Trying to justify spending 1 to 3 per cent of your company’s annual revenue on ERP software is always going to be more art than science. This is mainly because the reasons for moving ahead with an ERP project have included the essential but difficult-to-quantify replacement of legacy systems along with the equally slippery goal of improving productivity and system reliability.
But when the CFO tells you to gauge the effect of ERP, you’ve got to come up with coherent metrics that are less artful and more concrete.
A new study by Meta Group might help. Meta says each company must include in its metrics its unique business, geographic and environmental context. As such, corporate location and revenue, the size of the user population and the actual ERP process must become part of your cost analysis. The report concluded that “TCO metrics can be misleading when they are based on industry-wide averages”.
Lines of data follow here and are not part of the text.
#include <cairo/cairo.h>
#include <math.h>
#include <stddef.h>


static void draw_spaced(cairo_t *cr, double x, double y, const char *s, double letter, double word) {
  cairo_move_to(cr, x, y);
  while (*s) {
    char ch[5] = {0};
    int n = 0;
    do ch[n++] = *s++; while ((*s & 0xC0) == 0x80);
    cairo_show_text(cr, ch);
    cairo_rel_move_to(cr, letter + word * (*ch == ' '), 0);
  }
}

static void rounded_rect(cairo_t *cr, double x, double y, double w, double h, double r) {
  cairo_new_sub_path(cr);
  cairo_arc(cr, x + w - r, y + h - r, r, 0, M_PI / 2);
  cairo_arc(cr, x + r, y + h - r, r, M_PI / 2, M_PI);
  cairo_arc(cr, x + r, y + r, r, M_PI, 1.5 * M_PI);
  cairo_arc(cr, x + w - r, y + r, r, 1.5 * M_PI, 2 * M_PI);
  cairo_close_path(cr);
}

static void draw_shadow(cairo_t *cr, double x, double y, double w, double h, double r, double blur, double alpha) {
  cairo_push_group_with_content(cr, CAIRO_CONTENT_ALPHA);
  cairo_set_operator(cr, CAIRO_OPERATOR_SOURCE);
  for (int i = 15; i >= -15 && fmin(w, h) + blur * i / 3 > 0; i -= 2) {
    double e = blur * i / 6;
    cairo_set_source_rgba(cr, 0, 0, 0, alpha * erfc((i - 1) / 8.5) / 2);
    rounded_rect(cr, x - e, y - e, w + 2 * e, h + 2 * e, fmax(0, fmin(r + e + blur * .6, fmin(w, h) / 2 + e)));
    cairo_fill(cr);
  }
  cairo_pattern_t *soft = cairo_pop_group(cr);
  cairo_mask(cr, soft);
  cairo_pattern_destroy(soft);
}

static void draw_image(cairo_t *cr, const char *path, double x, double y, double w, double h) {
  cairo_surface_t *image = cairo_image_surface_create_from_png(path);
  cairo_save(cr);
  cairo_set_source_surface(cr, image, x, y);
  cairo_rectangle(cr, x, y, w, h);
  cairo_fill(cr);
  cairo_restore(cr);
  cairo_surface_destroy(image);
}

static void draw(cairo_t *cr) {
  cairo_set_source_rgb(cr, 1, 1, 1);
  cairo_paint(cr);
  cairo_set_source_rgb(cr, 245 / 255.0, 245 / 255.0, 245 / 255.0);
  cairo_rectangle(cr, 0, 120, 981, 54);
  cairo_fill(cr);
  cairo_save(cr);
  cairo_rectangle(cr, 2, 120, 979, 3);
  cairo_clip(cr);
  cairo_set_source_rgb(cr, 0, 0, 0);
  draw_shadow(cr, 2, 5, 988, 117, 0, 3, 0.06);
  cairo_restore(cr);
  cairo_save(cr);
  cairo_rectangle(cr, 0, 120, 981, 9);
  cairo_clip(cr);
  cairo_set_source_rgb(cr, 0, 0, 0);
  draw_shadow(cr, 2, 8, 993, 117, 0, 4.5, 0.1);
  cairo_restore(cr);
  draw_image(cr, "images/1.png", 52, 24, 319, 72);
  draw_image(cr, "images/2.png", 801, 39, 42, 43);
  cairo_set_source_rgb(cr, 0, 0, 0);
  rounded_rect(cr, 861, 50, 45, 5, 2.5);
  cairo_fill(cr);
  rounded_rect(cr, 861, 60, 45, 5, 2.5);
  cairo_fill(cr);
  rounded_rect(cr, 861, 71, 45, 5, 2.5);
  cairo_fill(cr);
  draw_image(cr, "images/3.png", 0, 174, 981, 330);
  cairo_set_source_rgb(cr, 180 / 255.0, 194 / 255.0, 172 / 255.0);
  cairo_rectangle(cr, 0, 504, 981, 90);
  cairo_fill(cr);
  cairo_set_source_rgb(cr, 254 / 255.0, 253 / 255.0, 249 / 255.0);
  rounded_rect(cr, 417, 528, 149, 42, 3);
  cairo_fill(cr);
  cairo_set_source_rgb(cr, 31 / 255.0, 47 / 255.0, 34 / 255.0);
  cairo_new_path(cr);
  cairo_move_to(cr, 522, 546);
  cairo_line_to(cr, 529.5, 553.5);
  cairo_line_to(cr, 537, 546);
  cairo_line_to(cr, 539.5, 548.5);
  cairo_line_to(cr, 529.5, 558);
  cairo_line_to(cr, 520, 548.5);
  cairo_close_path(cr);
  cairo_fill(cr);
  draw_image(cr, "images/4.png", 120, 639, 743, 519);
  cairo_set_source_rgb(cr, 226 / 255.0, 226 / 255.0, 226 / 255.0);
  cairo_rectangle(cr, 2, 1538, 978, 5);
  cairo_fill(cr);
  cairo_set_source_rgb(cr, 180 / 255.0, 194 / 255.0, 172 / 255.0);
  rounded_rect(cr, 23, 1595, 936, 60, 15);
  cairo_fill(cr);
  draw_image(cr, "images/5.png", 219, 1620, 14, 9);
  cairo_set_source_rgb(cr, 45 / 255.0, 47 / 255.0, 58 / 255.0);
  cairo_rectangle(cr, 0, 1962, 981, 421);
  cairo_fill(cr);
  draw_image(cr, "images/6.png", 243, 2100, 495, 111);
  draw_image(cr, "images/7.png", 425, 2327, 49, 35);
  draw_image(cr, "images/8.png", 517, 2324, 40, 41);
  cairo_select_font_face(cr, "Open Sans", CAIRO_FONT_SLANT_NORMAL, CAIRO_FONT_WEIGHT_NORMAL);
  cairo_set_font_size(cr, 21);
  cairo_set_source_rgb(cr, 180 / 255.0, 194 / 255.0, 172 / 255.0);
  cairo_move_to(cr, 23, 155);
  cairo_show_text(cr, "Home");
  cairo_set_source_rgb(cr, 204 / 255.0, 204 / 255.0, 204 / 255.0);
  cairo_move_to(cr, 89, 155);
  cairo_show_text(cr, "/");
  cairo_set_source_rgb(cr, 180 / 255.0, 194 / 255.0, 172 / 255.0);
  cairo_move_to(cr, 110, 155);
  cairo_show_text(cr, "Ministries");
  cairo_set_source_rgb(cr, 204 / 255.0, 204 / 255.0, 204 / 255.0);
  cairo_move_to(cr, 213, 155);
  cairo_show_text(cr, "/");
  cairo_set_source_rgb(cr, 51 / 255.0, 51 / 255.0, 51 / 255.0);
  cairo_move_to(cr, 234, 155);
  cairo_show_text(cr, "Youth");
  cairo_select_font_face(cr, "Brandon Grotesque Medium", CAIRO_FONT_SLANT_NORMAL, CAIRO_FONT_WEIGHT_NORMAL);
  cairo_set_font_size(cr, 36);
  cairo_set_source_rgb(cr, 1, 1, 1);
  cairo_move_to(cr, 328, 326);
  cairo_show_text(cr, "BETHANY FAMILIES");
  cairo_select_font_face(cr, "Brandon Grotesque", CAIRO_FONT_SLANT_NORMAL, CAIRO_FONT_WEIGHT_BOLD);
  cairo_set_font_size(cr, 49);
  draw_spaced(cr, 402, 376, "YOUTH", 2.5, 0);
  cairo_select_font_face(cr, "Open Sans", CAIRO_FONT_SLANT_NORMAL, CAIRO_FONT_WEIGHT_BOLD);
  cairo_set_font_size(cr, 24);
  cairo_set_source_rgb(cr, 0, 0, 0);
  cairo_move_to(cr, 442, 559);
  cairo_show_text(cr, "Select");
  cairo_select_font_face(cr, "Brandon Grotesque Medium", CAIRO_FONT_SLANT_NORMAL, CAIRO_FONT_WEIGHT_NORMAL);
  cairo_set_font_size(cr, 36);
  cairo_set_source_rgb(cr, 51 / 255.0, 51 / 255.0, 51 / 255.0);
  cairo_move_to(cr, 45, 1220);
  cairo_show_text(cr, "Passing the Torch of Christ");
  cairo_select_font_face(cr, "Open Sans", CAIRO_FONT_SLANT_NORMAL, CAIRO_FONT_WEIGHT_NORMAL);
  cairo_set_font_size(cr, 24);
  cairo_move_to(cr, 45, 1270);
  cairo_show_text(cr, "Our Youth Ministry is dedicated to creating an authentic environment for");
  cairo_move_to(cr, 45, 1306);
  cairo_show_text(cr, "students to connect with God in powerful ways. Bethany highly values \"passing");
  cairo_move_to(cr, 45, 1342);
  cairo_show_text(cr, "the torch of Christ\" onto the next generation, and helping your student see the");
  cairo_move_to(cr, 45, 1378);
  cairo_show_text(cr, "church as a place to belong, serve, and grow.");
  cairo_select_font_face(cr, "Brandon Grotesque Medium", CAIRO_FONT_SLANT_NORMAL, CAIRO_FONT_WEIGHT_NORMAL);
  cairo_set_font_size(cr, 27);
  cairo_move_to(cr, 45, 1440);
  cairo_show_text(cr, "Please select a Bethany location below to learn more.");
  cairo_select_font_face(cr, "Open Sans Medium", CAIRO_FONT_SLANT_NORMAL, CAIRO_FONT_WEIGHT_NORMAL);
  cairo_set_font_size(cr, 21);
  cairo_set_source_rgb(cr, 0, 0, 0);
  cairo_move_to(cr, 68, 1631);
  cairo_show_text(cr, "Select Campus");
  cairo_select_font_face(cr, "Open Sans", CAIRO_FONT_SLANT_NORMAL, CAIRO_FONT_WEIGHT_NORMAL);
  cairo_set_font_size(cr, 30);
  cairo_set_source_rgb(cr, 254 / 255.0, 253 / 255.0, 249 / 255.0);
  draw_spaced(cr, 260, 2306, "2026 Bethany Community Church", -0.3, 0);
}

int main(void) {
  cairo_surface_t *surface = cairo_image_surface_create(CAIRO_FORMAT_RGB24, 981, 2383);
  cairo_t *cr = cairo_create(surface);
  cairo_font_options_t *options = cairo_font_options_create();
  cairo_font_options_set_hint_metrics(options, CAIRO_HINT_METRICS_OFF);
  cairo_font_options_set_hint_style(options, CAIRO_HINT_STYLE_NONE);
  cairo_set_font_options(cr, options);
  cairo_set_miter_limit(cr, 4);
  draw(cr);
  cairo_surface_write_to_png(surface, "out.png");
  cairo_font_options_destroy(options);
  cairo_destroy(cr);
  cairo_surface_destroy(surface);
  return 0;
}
After surveying the work of six leading ERP vendors — JD Edwards & Co, Lawson Software, Oracle, PeopleSoft, QAD and SAP AG — for 200 user companies in 12 industries, the results showed that ERP investments were made over three to five years. On average, 25 per cent of the cost was spent on software, 40 per cent on professional services and 25 per cent on internal staff. Implementation time for these projects was approximately 20 months. Another seven months were needed before the benefits showed up. Calculating your TCO shouldn’t stop when the project goes live. Also, include the first two years of operation.
Of course, part of your analysis needs to incorporate the structural changes you made to accommodate the ERP project. Indeed, the Meta report found that although smaller companies spend more as a percentage of revenue on ERP, the projects were more comprehensive.
Evaluating the benefits of ERP projects produced a top 10 list of intended accomplishments, according to Meta: replace outdated software, improve financials, improve analytics and decision-making, standardise cross-platform processes, improve IT performance, improve customer service, get a single-system view, improve purchasing, improve order management and reduce personnel costs.
Finally, the report revealed that ERP vendor marketing efforts appear to all be for naught. Companies aren’t particularly enamoured of e-commerce or supply chain wizardry. Rather, IT managers said they regard long-term partner relationships as the true selection criterion, not features and functions.
And relationships are definitely an art, not a science.